Bietigheimer Zeitung, 03.08.2007

URTEIL / HESSISCHE SCHULBEHÖRDE MUSS BEWERBUNG ABERMALS ÜBERPRÜFEN

Kleine Chance für linken Lehramtsanwärter

Die Chancen des linken Lehrers Michael Csaszkóczy, doch in den Schuldienst übernommen zu werden, steigen. Auch in Hessen errang er vor Gericht einen Teilerfolg.

Das Land Hessen hat nach einem Urteil einem als linksextrem eingestuften Lehrer aus Heidelberg mit dem pauschalen Verdacht mangelnder Verfassungstreue zu Unrecht die Einstellung verweigert. Deshalb muss die Schulbehörde die Bewerbung des 37-jährigen Michael Csaszkóczy erneut prüfen, entschied das Verwaltungsgericht Darmstadt gestern. Dagegen lehnte das Gericht den Antrag des Realschulpädagogen ab, das Land Hessen zu seiner Einstellung zu verpflichten. "Der Dienstherr hat bei der Entscheidung über eine Einstellung ein weites Organisationsermessen", erklärte die Vorsitzende Richterin Karin Wolski. Eine Berufung wurde nicht zugelassen. Das Urteil entspricht weitgehend einer Entscheidung des Verwaltungsgerichtshofs (VGH) Baden-Württemberg in Mannheim vom März.

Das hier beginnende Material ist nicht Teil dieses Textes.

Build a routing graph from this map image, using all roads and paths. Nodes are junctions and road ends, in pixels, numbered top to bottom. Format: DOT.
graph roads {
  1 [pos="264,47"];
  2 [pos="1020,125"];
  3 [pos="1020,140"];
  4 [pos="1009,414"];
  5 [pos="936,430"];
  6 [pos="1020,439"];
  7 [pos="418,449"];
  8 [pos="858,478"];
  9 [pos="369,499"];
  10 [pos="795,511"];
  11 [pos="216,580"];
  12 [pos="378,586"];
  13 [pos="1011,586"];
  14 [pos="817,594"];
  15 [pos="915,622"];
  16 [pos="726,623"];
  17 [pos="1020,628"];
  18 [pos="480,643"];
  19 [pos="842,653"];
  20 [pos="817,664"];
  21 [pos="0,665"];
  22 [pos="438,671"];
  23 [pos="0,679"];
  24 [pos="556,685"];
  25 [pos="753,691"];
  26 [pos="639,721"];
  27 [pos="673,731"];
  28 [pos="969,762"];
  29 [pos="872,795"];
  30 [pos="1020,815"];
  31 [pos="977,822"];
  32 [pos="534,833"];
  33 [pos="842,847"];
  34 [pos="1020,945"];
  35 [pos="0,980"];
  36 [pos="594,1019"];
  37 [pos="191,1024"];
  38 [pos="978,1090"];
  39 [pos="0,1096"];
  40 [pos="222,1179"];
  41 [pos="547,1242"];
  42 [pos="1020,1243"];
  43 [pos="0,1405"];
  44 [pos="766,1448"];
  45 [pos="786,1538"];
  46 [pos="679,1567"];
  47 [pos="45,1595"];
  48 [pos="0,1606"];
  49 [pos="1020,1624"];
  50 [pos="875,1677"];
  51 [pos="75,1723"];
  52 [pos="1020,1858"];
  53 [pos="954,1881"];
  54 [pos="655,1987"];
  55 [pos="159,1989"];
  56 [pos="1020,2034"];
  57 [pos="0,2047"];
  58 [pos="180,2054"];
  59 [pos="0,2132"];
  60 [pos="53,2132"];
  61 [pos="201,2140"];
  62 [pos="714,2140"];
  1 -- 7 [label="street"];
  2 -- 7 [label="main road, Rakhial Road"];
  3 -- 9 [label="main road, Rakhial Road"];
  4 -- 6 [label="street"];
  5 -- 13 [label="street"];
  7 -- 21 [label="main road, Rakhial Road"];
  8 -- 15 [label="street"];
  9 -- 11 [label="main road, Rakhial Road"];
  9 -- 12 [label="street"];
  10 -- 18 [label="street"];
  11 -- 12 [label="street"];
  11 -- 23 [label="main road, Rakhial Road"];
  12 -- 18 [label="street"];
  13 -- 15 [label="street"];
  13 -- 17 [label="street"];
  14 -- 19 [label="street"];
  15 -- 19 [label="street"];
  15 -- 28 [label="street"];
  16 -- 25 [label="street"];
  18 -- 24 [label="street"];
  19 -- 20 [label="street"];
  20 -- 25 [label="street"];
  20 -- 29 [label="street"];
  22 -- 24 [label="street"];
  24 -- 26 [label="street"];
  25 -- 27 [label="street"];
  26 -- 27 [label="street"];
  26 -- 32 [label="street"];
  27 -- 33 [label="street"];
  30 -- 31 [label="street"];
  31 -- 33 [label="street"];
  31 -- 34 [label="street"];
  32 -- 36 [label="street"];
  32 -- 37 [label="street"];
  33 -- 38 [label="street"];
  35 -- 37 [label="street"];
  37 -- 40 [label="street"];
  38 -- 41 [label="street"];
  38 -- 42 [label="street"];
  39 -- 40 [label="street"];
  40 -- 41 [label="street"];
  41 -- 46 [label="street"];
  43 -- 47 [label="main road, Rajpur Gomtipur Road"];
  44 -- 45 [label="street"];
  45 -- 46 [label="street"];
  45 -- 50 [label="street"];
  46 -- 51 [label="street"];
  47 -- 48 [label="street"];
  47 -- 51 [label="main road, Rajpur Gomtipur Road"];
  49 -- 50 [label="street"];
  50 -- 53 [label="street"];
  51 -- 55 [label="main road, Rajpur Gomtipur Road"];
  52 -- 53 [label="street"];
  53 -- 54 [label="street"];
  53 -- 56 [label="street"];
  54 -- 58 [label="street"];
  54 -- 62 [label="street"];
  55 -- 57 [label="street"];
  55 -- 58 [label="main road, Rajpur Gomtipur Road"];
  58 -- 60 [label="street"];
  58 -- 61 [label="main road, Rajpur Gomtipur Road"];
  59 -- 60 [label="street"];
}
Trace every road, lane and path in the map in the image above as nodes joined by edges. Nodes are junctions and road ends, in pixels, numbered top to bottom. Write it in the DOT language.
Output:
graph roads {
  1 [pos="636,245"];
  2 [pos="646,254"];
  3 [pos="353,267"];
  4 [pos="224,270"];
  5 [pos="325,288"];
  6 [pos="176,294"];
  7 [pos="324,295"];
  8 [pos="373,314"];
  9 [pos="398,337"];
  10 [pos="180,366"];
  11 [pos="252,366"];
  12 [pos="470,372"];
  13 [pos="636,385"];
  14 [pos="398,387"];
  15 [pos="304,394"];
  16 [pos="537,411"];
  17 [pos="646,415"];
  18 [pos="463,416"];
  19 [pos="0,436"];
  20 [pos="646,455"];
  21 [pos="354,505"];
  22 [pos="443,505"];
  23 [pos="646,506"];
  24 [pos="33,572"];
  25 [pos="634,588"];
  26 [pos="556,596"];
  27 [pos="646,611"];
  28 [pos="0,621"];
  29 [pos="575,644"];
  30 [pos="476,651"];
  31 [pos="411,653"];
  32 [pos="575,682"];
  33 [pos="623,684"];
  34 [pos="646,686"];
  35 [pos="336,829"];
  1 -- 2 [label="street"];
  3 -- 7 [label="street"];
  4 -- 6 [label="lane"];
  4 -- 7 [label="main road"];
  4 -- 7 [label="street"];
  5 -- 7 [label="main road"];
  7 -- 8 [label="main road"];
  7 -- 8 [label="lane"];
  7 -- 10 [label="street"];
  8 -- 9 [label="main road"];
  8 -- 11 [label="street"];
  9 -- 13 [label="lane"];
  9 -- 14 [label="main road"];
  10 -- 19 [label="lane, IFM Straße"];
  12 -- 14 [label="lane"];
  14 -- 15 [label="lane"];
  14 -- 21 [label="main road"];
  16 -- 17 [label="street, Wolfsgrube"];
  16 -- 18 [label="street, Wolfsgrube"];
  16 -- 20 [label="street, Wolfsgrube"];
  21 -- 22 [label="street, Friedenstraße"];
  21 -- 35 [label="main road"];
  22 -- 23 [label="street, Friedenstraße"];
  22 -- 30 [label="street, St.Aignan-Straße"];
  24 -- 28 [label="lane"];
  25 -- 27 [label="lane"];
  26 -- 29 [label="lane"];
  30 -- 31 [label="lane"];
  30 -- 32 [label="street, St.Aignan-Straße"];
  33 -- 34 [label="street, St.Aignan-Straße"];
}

Wie zuvor Baden-Württemberg hatte Hessen dem Lehrer für Deutsch, Kunst und Geschichte im September 2005 die Einstellung wegen Zweifeln an seiner Verfassungstreue verweigert. Csaszkóczy gehört der "Antifaschistischen Initiative Heidelberg" (AIHD) an. Aus einem Auswahlverfahren der Martin-Buber-Schule im südhessischen Heppenheim ist er als Bester hervorgegangen und sollte einen Vertrag erhalten. "Einen Tag vor dem Schulbeginn kam aber plötzlich ein Anruf aus dem Off, der vorbereitete Vertrag verschwand in der Post", sagte Kläger-Anwalt Martin Heiming. "Es ist dreist, von Verfassungstreue zu reden und sich selbst solcher Methoden zu bedienen."

Regierungsoberrat Carsten Vaupel erklärte die Nicht-Einstellung mit der AIHD-Mitgliedschaft des Klägers. Die Gruppe überschreite die Grenzen der legitimen Kritik am Staat und der freiheitlich demokratischen Grundordnung. Daher sei der Lehrer nicht geeignet, in das Beamtenverhältnis übernommen zu werden. Zudem habe er Militanz ausdrücklich als "legitimes Mittel im Kampf um Befreiung" bezeichnet. Die fachliche Eignung des Pädagogen werde nicht angezweifelt.

Das Kultusministerium in Wiesbaden kündigte an, es warte vor einer näheren Beurteilung des Falles die Urteilsbegründung ab. In einer Stellungnahme heißt es, das Ministerium sehe sich in der Pflicht, Kinder und Jugendliche vor verfassungsfeindlichem Gedankengut - egal ob von rechts oder links - zu schützen. Grundsätzlich müsse die Verfassungstreue von Beamten gewährleistet sein. Die AIHD werde vom Verfassungsschutz als verfassungsfeindlich eingestuft.

Der Kläger-Anwalt warf dem Land vor, seinen Mandanten nie angehört und keine Einzelfallprüfung vorgenommen zu haben, sondern nur mit den Zielen der AIHD zu argumentieren. Das Gericht teilte diese Auffassung: "Zweifel an der Verfassungstreue kann es nur auf Grundlage einer Einzelfalluntersuchung geben", sagte die Richterin. Csaszkóczy sagte zum Vorwurf, er habe sich für Militanz ausgesprochen: "Es geht nicht um Gewalt. Militanz heißt, kämpferisch für seine Überzeugung einzustehen."

In Baden-Württemberg steht die Entscheidung über die Einstellung in den Schuldienst ebenfalls noch aus.